● **EXERCISE AIM**: The answer must be one number: how many lines of the records contain "size".

[GIVEN RECORDS]

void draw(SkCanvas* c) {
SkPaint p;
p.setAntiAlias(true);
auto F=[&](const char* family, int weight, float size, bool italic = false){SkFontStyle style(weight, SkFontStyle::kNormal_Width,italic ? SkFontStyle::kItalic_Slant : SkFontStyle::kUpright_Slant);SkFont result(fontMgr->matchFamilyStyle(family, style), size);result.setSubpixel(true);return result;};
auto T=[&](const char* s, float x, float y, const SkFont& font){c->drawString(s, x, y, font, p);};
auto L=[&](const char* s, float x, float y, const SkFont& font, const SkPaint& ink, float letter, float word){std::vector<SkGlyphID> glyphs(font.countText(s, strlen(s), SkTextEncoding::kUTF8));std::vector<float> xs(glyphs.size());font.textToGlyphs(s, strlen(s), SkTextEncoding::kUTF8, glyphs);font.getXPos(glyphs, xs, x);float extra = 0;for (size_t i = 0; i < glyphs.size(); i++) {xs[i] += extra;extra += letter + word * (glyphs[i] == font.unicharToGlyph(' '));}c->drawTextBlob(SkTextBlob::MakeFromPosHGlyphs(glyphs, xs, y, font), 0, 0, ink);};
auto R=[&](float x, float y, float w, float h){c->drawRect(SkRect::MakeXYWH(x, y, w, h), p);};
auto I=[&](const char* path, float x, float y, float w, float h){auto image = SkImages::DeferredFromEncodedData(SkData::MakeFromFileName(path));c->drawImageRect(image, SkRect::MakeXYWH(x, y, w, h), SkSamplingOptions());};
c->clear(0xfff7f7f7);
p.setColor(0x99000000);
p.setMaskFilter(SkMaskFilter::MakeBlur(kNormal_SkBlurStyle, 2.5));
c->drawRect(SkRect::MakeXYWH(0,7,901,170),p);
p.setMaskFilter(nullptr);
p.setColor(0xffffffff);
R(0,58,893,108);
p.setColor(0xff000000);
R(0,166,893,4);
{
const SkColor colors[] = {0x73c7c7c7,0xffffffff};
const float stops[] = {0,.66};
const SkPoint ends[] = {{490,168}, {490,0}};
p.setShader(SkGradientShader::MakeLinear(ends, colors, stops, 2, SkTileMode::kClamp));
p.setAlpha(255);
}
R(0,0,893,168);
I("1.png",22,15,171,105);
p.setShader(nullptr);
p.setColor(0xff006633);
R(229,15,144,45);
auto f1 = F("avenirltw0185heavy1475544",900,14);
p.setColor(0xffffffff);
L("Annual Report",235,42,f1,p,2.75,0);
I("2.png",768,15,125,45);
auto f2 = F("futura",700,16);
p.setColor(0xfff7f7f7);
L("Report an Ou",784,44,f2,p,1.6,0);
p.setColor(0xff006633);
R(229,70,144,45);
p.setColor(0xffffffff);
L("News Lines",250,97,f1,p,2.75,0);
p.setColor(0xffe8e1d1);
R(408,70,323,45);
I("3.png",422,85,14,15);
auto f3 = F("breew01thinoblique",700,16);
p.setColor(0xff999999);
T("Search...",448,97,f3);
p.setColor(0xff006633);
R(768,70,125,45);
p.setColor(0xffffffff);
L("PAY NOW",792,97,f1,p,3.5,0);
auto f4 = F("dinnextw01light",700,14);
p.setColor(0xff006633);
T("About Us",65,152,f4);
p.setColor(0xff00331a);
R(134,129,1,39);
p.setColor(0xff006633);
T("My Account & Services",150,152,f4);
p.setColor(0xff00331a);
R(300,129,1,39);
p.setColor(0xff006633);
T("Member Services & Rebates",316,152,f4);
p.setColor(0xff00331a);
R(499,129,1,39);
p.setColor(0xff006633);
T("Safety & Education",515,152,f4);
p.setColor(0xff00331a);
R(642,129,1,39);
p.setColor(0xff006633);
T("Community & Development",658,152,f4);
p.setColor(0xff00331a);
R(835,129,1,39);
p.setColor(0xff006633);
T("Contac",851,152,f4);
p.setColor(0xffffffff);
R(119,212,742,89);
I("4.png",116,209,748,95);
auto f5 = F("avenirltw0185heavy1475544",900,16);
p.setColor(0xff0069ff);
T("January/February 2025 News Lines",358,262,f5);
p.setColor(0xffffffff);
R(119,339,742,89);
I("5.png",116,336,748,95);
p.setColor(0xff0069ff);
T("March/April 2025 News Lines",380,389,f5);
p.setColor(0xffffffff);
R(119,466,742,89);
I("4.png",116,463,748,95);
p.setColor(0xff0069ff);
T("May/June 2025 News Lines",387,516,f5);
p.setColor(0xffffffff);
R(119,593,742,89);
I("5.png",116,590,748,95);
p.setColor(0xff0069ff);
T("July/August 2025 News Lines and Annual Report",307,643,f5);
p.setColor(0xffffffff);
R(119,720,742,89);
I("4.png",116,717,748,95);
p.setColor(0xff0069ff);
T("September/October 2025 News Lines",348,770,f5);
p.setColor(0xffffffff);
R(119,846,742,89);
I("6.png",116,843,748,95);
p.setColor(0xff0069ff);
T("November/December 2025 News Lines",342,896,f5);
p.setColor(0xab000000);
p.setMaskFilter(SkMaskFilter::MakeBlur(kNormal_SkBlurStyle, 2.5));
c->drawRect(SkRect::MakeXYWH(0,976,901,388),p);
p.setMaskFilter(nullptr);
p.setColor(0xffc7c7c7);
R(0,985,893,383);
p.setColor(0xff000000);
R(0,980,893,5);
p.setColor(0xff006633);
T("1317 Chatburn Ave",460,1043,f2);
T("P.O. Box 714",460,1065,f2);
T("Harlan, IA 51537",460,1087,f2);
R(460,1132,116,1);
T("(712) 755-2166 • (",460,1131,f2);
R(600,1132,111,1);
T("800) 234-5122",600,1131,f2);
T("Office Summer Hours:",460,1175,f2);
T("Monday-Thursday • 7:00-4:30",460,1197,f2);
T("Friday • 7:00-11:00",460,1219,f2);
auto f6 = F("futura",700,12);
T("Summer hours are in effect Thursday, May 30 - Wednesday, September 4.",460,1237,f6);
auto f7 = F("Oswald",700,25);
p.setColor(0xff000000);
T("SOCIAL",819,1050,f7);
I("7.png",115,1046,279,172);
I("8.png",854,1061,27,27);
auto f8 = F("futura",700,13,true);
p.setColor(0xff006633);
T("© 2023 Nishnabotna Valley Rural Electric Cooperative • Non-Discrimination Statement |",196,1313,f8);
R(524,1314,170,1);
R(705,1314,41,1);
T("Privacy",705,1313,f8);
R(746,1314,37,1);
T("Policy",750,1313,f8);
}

[/GIVEN RECORDS]

● **RESPONSE AREA**: 2